Proposed Rule Stage. Matters identified in the proposed rule stage include the following:

  • Regulation D and Form D amendments, including updates to the accredited investor definition;
  • registered investment companies’ fees and fee disclosure—a topic that first appeared in the spring 2022 regulatory agenda but has not yet resulted in any SEC release;
  • rules to enable issuers of index-linked annuities (RILAs) to register on a form tailored specifically to such insurance products—a topic that the SEC addressed in a proposing release issued on September 29, 2023 (as previously summarized here);
  • joint rulemaking with other agencies to establish data standards for the collection of information reported to each agency by financial entities under their jurisdiction—a new development to implement the requirements of recent amendments to the Financial Stability Act of 2010; and
  • the listing and trading of exchange-traded products (ETPs) on national securities exchanges relating to a 2015 SEC request for comment.

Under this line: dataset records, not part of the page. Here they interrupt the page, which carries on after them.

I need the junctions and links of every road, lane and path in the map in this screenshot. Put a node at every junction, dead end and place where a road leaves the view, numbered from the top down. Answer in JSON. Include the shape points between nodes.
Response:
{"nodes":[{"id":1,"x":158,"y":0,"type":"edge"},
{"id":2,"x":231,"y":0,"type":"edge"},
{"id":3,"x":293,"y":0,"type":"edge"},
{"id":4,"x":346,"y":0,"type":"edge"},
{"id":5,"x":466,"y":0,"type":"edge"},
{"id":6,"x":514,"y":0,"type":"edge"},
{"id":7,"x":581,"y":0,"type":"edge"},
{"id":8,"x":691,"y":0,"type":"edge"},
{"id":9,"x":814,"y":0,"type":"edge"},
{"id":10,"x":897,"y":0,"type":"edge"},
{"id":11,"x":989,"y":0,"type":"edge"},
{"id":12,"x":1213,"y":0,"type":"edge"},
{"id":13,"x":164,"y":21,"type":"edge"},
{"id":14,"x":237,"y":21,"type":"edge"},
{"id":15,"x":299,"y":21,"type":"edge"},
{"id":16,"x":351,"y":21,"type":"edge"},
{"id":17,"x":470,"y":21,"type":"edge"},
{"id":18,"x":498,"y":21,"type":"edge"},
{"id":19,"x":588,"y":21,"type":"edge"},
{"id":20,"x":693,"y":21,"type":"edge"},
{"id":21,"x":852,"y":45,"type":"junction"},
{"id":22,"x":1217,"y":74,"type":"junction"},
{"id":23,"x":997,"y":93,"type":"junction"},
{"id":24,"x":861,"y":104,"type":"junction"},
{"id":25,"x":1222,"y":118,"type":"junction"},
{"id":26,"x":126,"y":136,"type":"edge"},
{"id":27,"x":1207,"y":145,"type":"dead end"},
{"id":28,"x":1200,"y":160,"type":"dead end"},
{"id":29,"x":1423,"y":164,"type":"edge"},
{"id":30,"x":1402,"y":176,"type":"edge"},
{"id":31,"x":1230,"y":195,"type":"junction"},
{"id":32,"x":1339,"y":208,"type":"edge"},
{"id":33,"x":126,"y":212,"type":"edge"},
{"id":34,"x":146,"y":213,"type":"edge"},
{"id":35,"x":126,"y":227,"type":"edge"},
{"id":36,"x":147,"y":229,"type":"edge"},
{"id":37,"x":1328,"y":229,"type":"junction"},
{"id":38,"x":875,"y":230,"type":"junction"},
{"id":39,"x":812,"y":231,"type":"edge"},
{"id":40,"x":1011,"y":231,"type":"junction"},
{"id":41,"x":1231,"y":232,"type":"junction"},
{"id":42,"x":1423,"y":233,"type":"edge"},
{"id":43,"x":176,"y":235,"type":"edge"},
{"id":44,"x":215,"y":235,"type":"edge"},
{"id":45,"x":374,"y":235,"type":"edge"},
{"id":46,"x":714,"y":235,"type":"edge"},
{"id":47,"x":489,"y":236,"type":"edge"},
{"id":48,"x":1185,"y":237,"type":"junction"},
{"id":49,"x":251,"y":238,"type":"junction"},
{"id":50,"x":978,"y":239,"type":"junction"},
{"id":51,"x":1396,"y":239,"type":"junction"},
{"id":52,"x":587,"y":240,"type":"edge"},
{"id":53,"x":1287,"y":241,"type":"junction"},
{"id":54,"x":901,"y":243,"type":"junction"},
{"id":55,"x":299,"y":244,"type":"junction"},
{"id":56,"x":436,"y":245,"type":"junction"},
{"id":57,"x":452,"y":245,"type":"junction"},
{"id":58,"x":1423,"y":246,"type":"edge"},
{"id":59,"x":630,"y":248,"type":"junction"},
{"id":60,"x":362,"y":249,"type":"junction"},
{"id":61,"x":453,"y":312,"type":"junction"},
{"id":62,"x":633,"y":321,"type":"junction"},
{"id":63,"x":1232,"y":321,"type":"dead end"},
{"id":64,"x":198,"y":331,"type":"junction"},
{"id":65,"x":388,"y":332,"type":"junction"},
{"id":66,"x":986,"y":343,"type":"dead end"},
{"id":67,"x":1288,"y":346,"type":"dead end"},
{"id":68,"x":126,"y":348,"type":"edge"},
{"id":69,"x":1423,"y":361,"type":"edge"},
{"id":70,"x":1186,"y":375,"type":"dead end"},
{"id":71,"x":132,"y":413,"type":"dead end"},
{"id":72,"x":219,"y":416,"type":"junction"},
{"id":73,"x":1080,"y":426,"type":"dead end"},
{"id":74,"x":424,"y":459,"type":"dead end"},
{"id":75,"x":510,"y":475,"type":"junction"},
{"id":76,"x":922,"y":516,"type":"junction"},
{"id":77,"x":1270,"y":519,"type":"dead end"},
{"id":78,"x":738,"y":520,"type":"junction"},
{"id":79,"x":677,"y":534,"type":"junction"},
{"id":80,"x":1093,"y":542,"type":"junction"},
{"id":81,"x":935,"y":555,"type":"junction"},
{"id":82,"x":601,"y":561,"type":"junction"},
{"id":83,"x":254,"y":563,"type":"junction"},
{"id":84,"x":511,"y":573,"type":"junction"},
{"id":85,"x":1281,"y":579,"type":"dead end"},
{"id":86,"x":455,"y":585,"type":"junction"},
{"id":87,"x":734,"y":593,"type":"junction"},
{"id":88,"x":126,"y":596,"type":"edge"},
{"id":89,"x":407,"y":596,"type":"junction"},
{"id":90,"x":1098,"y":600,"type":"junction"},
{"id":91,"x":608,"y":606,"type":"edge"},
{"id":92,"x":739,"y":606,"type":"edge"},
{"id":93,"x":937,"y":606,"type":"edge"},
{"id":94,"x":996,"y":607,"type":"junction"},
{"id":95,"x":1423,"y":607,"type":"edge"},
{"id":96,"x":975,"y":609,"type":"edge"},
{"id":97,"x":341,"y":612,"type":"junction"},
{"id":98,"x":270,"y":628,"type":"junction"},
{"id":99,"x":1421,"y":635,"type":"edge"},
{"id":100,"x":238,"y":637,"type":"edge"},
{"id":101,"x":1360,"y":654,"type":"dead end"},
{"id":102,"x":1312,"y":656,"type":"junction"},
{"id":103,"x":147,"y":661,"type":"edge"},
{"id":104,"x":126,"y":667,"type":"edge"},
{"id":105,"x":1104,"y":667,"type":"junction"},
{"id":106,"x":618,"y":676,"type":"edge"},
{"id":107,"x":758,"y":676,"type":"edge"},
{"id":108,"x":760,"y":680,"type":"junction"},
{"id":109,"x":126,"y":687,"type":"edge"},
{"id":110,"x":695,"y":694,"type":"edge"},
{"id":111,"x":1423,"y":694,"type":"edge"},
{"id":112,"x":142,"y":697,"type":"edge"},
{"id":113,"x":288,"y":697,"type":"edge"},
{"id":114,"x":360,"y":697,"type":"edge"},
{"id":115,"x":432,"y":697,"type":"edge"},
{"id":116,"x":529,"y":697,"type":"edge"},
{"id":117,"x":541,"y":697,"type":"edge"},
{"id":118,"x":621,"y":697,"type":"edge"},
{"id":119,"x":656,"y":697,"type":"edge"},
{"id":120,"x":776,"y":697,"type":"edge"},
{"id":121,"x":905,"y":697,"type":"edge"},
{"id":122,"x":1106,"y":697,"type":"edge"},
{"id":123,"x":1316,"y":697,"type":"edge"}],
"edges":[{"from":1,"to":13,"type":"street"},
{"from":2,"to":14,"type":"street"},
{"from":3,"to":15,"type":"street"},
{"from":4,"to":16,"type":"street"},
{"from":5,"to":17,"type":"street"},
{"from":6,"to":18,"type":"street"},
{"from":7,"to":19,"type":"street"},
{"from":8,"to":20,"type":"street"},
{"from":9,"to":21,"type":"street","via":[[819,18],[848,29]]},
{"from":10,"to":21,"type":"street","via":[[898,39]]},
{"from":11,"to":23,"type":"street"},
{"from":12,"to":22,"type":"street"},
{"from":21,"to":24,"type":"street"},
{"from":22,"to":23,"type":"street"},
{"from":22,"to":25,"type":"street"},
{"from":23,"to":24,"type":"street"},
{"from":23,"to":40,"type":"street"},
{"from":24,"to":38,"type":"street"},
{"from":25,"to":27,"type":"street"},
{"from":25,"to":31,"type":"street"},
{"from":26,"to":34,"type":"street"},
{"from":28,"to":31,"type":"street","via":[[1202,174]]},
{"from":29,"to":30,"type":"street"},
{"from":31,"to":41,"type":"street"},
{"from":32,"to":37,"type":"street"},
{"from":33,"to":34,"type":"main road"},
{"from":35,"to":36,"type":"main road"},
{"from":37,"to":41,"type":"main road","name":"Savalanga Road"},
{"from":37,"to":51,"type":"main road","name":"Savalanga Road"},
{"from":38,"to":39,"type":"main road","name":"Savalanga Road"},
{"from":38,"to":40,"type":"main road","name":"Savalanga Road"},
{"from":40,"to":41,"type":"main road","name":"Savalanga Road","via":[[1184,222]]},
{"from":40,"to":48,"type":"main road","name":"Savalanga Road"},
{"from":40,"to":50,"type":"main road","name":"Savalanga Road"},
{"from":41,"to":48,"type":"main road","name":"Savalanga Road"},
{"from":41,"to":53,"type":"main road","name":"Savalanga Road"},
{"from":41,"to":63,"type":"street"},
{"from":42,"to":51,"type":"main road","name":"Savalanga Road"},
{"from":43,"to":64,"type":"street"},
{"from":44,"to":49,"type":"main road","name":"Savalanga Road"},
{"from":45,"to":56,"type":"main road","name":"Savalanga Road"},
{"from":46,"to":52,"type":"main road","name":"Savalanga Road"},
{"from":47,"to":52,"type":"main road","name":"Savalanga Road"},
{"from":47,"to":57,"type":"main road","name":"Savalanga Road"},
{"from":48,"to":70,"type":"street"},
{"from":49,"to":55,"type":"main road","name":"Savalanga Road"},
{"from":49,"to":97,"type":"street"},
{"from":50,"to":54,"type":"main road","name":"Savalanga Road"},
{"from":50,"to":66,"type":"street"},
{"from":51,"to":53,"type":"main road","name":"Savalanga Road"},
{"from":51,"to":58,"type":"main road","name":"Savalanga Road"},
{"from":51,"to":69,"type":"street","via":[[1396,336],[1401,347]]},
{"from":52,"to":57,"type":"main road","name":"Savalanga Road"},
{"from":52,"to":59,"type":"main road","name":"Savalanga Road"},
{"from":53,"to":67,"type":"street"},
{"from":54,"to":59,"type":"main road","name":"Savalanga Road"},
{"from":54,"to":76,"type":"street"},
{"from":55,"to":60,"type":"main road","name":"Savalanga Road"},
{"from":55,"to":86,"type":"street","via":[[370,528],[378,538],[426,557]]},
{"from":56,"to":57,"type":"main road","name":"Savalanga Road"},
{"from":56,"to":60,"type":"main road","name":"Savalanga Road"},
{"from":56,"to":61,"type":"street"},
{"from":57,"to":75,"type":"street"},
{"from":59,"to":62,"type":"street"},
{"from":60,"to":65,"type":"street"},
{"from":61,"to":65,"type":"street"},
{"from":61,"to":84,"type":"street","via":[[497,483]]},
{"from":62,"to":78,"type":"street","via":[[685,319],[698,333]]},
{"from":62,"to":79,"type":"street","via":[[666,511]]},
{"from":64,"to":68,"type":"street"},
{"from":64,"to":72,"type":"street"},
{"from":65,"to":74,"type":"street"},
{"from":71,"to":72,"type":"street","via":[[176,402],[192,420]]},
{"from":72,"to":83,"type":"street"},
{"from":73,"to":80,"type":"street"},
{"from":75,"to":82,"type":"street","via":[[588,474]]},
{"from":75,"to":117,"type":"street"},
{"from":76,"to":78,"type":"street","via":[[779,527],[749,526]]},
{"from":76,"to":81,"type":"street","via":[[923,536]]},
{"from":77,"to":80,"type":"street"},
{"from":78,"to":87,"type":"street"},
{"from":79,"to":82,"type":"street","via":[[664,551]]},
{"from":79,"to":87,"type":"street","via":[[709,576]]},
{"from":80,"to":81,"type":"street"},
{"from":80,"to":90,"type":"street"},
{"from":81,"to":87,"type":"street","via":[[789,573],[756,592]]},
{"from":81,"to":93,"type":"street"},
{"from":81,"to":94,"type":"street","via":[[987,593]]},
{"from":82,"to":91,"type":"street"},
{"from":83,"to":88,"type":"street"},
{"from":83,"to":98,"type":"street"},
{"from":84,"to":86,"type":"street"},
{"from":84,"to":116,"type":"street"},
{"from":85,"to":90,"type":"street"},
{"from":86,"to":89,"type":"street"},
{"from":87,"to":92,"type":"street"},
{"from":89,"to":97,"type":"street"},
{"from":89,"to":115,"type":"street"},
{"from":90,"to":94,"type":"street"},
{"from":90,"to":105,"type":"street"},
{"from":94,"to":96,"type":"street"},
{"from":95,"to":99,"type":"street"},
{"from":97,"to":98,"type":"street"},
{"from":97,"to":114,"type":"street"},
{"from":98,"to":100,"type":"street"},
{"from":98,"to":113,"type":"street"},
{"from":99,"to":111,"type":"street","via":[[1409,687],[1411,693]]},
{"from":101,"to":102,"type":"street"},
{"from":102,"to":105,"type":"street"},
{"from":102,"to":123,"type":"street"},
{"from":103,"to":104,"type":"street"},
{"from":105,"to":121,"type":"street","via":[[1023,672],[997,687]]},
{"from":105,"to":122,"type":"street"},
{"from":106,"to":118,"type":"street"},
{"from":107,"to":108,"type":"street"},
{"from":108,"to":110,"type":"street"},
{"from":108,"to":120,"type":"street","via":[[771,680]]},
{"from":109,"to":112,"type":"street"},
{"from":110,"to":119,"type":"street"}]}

Final Rule Stage. Matters identified in the final rule stage include the following:

  • custody rules for investment advisers;
  • enhanced disclosures by investment advisers and funds about environmental, social and governance (ESG) practices;
  • open-end fund liquidity risk management programs and swing pricing;
  • cybersecurity risk management for investment advisers and funds;
  • Form PF and reporting requirements for investment advisers to private funds;
  • broker-dealer and investment adviser conflicts of interest in the use of predictive data analytics, artificial intelligence, machine learning and similar technologies in certain investor interactions;
  • outsourcing by investment advisers and rules related to advisers’ oversight of third-party service providers;
  • amendments to the rule governing the registration of “internet advisers” under the Advisers Act;
  • amendments to require broker-dealers, investment companies and investment advisers to adopt written incident response procedures, including notification for compromises of sensitive customer information;
  • amendments to the definition of "dealer";
  • proposed Regulation Best Execution, which would require detailed policies and procedures for all broker-dealers and more robust policies and procedures for broker-dealers engaging in certain conflicted transactions with retail customers, as well as related review and documentation requirements; and
  • cybersecurity risk management for broker-dealers, national securities exchanges, transfer agents and other market participants.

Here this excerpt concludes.